> _EXTRACTED RECORDS_
·····

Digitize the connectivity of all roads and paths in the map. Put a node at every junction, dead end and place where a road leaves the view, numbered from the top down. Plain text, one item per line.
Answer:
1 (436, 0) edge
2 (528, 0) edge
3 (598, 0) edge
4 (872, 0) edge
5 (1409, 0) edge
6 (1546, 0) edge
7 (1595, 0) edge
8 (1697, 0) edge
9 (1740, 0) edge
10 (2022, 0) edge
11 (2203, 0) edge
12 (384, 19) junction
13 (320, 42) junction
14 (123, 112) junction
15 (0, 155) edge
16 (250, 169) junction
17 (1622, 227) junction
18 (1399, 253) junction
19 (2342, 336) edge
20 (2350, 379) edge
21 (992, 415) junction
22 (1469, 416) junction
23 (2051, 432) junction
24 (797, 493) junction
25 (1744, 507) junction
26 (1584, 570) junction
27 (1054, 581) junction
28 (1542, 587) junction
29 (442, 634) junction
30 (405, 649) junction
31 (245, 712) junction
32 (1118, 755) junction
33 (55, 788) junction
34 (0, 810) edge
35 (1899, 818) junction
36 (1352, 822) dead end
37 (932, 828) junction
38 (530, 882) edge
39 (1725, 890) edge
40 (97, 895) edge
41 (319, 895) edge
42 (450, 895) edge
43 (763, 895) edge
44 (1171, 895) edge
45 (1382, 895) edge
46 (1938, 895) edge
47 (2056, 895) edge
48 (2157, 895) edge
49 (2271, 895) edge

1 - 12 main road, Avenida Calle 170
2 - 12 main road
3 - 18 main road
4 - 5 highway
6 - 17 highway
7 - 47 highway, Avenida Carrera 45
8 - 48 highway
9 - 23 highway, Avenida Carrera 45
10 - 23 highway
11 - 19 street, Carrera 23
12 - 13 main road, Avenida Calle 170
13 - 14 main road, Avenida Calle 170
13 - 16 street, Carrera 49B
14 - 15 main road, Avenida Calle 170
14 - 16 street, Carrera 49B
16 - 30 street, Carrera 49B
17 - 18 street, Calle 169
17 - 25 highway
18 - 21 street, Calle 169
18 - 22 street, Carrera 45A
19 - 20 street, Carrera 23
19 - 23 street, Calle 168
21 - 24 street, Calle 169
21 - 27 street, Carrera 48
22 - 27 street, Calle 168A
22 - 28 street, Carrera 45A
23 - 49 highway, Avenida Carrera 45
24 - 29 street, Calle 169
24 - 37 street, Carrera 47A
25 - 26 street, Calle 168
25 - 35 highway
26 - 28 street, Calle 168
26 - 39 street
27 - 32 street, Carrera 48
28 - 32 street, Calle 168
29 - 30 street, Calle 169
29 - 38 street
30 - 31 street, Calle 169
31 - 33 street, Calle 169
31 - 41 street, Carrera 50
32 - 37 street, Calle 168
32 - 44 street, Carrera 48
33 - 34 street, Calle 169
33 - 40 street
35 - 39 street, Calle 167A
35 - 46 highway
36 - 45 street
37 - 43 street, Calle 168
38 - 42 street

·····

Wherever the string "dead" appears in the entries above, return the line it appears on.

> _SOLUTION BELOW_
Digitize the connectivity of all roads and paths in the map. Put a node at every junction, dead end and place where a road leaves the view, numbered from the top down. Plain text, one item per line.
36 (1352, 822) dead end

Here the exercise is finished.